## Data to examine
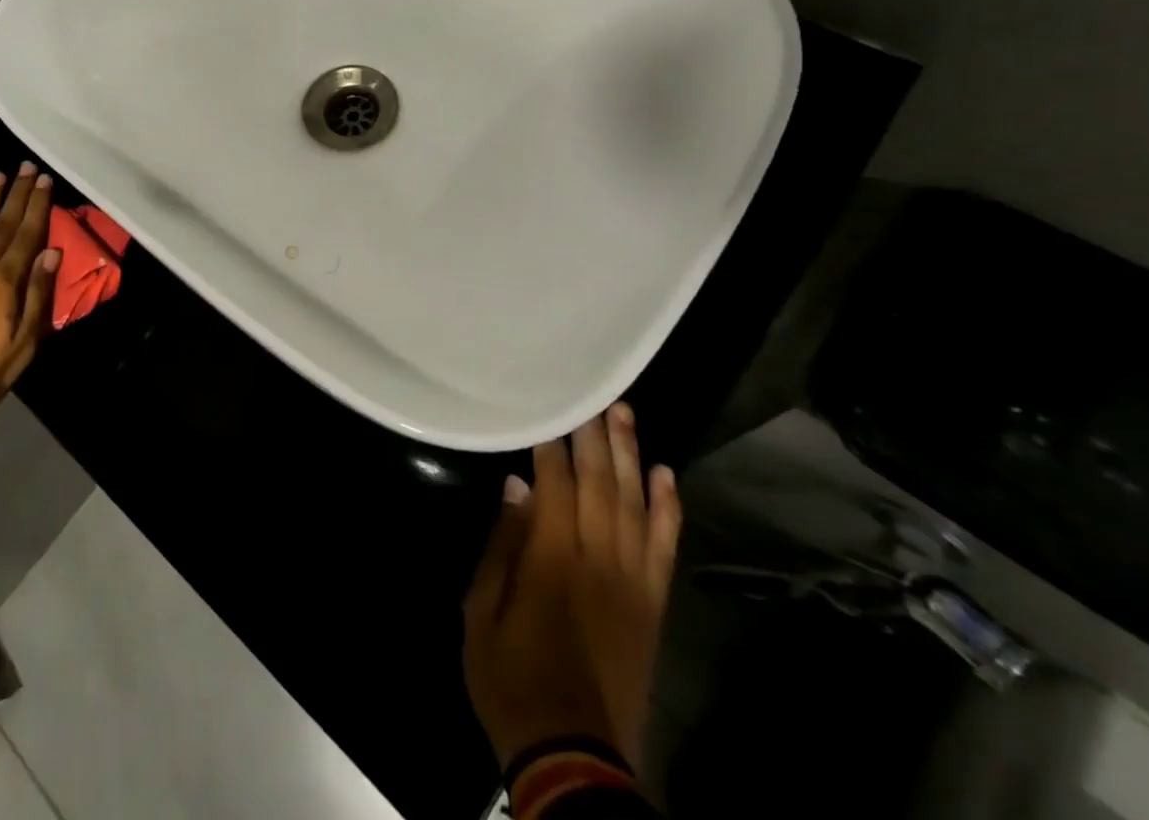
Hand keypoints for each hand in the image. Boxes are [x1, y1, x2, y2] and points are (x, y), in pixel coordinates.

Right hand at [462, 403, 681, 772]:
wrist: (573, 756)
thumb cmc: (511, 677)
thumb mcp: (481, 610)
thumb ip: (502, 546)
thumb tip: (516, 488)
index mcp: (551, 558)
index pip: (555, 483)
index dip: (552, 444)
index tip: (549, 407)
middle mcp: (598, 560)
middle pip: (600, 483)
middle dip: (594, 435)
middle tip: (593, 393)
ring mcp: (632, 582)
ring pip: (635, 505)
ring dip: (630, 456)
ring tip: (625, 414)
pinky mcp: (653, 606)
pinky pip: (665, 548)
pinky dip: (667, 509)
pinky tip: (665, 476)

## What needs to be done
Images are to be left out; everything else in the material must be written out exactly.

## Written response
Hand keypoints for each hand in the image. Boxes are [x1, y1, x2, y2] and points are (x, y), in pixel coordinates.

Right hand at [462, 403, 681, 772]:
wrist: (573, 756)
thumb cmc: (511, 677)
thumb mcp: (481, 610)
thumb ip: (502, 546)
thumb tip: (516, 488)
index mcp: (551, 558)
index pip: (555, 483)
index dip: (552, 444)
index tip: (549, 407)
middle mcp: (598, 560)
middle pip: (600, 483)
middle dip: (594, 435)
middle tip: (593, 393)
ring mcp: (632, 582)
ring pip: (635, 505)
ring dip: (630, 456)
ring tip: (625, 414)
pinky mcp: (653, 606)
pinky pip: (665, 548)
pinky dip: (667, 509)
pinky tip: (665, 476)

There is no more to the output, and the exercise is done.